Excerpts from a dataset
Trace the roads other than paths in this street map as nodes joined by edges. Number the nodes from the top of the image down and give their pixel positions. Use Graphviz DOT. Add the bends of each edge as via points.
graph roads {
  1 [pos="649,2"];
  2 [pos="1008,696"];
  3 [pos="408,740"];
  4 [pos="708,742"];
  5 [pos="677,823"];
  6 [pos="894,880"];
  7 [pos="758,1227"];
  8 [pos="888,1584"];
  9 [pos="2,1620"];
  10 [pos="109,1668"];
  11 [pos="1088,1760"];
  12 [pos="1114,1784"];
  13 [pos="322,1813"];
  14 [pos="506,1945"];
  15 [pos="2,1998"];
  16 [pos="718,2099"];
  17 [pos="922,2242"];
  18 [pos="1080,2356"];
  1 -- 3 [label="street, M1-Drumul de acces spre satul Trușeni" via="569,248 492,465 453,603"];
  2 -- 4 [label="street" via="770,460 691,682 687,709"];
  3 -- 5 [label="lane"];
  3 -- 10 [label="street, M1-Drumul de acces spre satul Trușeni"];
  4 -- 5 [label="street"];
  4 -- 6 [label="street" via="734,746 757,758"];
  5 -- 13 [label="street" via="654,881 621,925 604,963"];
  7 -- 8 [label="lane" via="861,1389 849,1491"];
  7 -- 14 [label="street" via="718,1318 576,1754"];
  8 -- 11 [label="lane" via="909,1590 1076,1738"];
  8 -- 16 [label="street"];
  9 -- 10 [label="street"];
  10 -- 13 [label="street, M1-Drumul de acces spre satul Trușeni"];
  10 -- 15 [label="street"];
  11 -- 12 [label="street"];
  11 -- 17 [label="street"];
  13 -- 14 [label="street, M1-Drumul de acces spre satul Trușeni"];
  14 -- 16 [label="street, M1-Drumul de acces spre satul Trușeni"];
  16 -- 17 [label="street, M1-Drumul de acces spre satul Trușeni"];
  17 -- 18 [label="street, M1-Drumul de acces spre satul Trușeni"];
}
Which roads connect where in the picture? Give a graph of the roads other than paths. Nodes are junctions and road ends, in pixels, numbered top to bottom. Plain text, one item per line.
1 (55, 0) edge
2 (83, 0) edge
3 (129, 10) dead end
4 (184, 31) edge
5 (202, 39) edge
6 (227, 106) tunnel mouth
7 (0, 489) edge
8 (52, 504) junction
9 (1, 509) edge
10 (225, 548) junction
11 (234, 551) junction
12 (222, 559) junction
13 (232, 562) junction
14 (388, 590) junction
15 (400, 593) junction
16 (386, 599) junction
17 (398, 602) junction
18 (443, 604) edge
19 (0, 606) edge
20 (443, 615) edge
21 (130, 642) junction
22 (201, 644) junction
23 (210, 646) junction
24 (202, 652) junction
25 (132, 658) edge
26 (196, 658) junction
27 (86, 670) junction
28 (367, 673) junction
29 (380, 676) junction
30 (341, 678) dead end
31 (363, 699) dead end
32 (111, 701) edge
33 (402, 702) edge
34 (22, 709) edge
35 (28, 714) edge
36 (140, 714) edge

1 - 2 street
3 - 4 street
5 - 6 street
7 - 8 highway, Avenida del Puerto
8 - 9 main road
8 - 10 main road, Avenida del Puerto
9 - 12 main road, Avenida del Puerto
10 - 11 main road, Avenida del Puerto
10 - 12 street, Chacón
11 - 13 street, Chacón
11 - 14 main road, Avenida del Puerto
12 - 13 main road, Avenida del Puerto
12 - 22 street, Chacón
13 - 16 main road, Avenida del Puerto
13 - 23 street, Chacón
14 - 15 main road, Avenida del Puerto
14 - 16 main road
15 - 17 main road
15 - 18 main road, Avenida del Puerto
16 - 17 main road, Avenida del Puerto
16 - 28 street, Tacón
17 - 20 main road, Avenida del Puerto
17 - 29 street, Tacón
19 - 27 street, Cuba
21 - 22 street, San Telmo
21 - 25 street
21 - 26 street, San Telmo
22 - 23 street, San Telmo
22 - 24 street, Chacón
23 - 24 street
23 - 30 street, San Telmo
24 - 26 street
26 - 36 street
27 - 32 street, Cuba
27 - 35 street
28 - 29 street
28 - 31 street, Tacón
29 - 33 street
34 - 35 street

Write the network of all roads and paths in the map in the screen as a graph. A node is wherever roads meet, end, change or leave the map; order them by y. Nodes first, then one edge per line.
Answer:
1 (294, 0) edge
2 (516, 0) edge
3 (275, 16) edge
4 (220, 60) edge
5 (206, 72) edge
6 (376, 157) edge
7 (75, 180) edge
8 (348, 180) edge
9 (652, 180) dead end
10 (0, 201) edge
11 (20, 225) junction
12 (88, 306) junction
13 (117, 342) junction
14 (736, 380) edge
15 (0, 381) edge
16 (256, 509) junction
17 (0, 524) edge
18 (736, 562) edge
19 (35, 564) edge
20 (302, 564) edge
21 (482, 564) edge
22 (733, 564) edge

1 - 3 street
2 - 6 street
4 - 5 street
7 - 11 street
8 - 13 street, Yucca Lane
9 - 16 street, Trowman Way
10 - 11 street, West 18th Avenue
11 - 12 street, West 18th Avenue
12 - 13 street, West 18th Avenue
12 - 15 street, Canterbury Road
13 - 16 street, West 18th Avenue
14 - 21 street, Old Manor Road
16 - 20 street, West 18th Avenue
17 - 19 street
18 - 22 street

> **TASK DESCRIPTION**
Collect every line with the string "dead" from the records, and copy each.

> **EXPECTED OUTPUT**
3 (129, 10) dead end
30 (341, 678) dead end
31 (363, 699) dead end
9 (652, 180) dead end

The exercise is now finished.